▸ Supplied material

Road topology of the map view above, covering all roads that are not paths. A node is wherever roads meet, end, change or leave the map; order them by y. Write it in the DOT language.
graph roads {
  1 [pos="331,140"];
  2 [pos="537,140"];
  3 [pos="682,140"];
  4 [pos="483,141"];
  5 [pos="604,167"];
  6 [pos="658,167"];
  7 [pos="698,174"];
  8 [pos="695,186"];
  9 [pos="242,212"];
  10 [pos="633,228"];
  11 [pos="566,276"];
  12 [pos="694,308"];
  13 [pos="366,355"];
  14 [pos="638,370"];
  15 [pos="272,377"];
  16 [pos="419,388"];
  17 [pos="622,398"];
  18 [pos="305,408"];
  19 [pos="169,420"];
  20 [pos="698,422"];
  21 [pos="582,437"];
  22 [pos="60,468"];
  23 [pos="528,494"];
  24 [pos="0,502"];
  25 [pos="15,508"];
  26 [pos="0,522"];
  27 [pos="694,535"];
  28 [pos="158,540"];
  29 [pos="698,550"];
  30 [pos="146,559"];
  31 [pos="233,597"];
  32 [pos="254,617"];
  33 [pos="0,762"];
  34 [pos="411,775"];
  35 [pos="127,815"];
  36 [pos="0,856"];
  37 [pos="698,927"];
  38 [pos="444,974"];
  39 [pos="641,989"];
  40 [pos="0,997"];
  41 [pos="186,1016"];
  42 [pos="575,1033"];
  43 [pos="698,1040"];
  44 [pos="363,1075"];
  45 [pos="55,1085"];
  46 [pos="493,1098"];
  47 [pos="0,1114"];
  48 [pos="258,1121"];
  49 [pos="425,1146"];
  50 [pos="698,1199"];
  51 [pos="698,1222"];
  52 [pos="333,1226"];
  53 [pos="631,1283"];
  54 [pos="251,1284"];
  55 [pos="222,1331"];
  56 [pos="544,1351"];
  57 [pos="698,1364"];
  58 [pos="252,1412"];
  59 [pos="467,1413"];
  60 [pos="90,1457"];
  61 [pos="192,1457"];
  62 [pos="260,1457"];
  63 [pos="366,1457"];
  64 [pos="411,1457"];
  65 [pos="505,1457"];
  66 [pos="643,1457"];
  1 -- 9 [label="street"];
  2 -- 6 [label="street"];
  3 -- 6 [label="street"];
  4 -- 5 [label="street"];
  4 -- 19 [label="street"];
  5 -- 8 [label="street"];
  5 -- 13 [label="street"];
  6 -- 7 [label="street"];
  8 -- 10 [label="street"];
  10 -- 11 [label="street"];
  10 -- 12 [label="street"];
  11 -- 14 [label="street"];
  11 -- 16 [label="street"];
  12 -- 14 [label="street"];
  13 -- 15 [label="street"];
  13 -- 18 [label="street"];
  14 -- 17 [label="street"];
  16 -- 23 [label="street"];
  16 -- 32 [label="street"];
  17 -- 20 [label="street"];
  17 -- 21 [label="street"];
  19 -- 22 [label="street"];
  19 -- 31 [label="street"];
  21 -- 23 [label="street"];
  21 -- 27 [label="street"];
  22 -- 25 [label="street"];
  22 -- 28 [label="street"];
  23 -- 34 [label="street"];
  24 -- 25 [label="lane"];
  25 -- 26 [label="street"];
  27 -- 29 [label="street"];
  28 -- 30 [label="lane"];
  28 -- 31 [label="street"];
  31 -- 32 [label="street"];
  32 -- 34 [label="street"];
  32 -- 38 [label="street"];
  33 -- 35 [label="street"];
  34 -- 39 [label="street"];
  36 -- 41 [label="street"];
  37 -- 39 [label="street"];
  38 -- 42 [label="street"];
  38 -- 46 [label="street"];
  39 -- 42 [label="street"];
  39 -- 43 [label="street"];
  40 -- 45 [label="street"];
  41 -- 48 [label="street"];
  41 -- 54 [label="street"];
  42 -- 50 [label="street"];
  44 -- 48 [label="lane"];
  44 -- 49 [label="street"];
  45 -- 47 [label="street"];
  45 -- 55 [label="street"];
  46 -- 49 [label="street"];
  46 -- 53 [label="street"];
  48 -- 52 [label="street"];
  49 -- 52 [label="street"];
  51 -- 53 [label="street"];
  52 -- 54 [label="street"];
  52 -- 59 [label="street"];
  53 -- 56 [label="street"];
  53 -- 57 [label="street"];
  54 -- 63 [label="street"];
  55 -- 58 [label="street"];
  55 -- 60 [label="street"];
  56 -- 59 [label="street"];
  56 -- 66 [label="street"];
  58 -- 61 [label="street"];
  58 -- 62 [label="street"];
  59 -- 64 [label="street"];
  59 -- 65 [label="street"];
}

▸ Task prompt
Retype all of the records above without a single alteration.

▸ Output
Road topology of the map view above, covering all roads that are not paths. A node is wherever roads meet, end, change or leave the map; order them by y. Write it in the DOT language.
graph roads {
  1 [pos="331,140"];
  2 [pos="537,140"];
  3 [pos="682,140"];
  4 [pos="483,141"];
  5 [pos="604,167"];
  6 [pos="658,167"];
  7 [pos="698,174"];
  8 [pos="695,186"];
  9 [pos="242,212"];
  10 [pos="633,228"];
  11 [pos="566,276"];
  12 [pos="694,308"];
  13 [pos="366,355"];
  14 [pos="638,370"];
  15 [pos="272,377"];
  16 [pos="419,388"];
  17 [pos="622,398"];
  18 [pos="305,408"];
  19 [pos="169,420"];
  20 [pos="698,422"];
  21 [pos="582,437"];
  22 [pos="60,468"];
  23 [pos="528,494"];
  24 [pos="0,502"];
  25 [pos="15,508"];
  26 [pos="0,522"];
  27 [pos="694,535"];
  28 [pos="158,540"];
  29 [pos="698,550"];
  30 [pos="146,559"];
  31 [pos="233,597"];
  32 [pos="254,617"];
  33 [pos="0,762"];
  34 [pos="411,775"];
  35 [pos="127,815"];
  36 [pos="0,856"];
  37 [pos="698,927"];
  38 [pos="444,974"];
  39 [pos="641,989"];
  40 [pos="0,997"];
  41 [pos="186,1016"];
  42 [pos="575,1033"];
  43 [pos="698,1040"];
  44 [pos="363,1075"];
  45 [pos="55,1085"];
  46 [pos="493,1098"];
  47 [pos="0,1114"];
  48 [pos="258,1121"];
  49 [pos="425,1146"];
  50 [pos="698,1199"];
  51 [pos="698,1222"];
  52 [pos="333,1226"];
  53 [pos="631,1283"];
  54 [pos="251,1284"];
  55 [pos="222,1331"];
  56 [pos="544,1351"];
  57 [pos="698,1364"];
  58 [pos="252,1412"];
  59 [pos="467,1413"];
  60 [pos="90,1457"];
  61 [pos="192,1457"];
  62 [pos="260,1457"];
  63 [pos="366,1457"];
  64 [pos="411,1457"];
  65 [pos="505,1457"];
  66 [pos="643,1457"];
  1 -- 9 [label="street"];
  2 -- 6 [label="street"];
  3 -- 6 [label="street"];
  4 -- 5 [label="street"];
  4 -- 19 [label="street"];
  5 -- 8 [label="street"];
  5 -- 13 [label="street"];
  6 -- 7 [label="street"];
  8 -- 10 [label="street"];
  10 -- 11 [label="street"];
  10 -- 12 [label="street"];
  11 -- 14 [label="street"];
  11 -- 16 [label="street"];
  12 -- 14 [label="street"];
  13 -- 15 [label="street"];
  13 -- 18 [label="street"];
  14 -- 17 [label="street"];
  16 -- 23 [label="street"];
  16 -- 32 [label="street"];
  17 -- 20 [label="street"];
  17 -- 21 [label="street"];
  19 -- 22 [label="street"];
  19 -- 31 [label="street"];
  21 -- 23 [label="street"];
  21 -- 27 [label="street"];
  22 -- 25 [label="street"];
  22 -- 28 [label="street"];
  23 -- 34 [label="street"];
  24 -- 25 [label="lane"];
  25 -- 26 [label="street"];
  27 -- 29 [label="street"];
  28 -- 30 [label="lane"];
  28 -- 31 [label="street"];
  31 -- 32 [label="street"];
  32 -- 34 [label="street"];
  32 -- 38 [label="street"];
  33 -- 35 [label="street"];
  34 -- 39 [label="street"];
  36 -- 41 [label="street"];
  37 -- 39 [label="street"];
  38 -- 42 [label="street"];
  38 -- 46 [label="street"];
  39 -- 42 [label="street"];
  39 -- 43 [label="street"];
  40 -- 45 [label="street"];
  41 -- 48 [label="street"];
  41 -- 54 [label="street"];
  42 -- 50 [label="street"];
  44 -- 48 [label="lane"];
  44 -- 49 [label="street"];
  45 -- 47 [label="street"];
  45 -- 55 [label="street"];
  46 -- 49 [label="street"];
  46 -- 53 [label="street"];
  48 -- 52 [label="street"];
  49 -- 52 [label="street"];
  51 -- 53 [label="street"];
  52 -- 54 [label="street"];
  52 -- 59 [label="street"];
  53 -- 56 [label="street"];
  53 -- 57 [label="street"];
  54 -- 63 [label="street"];
  55 -- 58 [label="street"];
  55 -- 60 [label="street"];
  56 -- 59 [label="street"];
  56 -- 66 [label="street"];
  58 -- 61 [label="street"];
  58 -- 62 [label="street"];
  59 -- 64 [label="street"];
  59 -- 65 [label="street"];
}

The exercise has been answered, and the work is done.